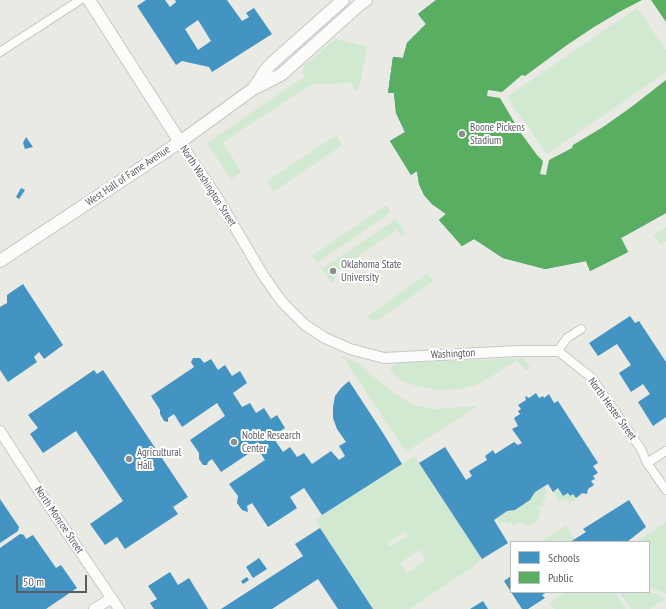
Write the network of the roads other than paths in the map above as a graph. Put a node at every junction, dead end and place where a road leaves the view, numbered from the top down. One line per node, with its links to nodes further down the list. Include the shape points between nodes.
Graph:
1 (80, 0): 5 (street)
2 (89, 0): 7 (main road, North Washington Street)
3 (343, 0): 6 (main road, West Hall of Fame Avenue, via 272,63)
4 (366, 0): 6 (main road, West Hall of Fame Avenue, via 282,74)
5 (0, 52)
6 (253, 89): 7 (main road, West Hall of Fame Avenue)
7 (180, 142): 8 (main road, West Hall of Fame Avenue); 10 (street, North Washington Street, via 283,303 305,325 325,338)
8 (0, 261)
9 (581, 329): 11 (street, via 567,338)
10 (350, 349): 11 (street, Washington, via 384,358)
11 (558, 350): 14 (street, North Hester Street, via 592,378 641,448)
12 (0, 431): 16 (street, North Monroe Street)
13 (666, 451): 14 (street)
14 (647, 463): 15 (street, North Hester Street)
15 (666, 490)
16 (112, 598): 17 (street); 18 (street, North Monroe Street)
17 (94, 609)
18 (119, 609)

* * * * *

**WORK REQUIRED:** Return all the data exactly, and keep the pictures out.

**SOLUTION FOR THIS TASK:**
Write the network of the roads other than paths in the map above as a graph. Put a node at every junction, dead end and place where a road leaves the view, numbered from the top down. One line per node, with its links to nodes further down the list. Include the shape points between nodes.
Graph:
1 (80, 0): 5 (street)
2 (89, 0): 7 (main road, North Washington Street)
3 (343, 0): 6 (main road, West Hall of Fame Avenue, via 272,63)
4 (366, 0): 6 (main road, West Hall of Fame Avenue, via 282,74)
5 (0, 52)
6 (253, 89): 7 (main road, West Hall of Fame Avenue)
7 (180, 142): 8 (main road, West Hall of Fame Avenue); 10 (street, North Washington Street, via 283,303 305,325 325,338)
8 (0, 261)
9 (581, 329): 11 (street, via 567,338)
10 (350, 349): 11 (street, Washington, via 384,358)
11 (558, 350): 14 (street, North Hester Street, via 592,378 641,448)
12 (0, 431): 16 (street, North Monroe Street)
13 (666, 451): 14 (street)
14 (647, 463): 15 (street, North Hester Street)
15 (666, 490)
16 (112, 598): 17 (street); 18 (street, North Monroe Street)
17 (94, 609)
18 (119, 609)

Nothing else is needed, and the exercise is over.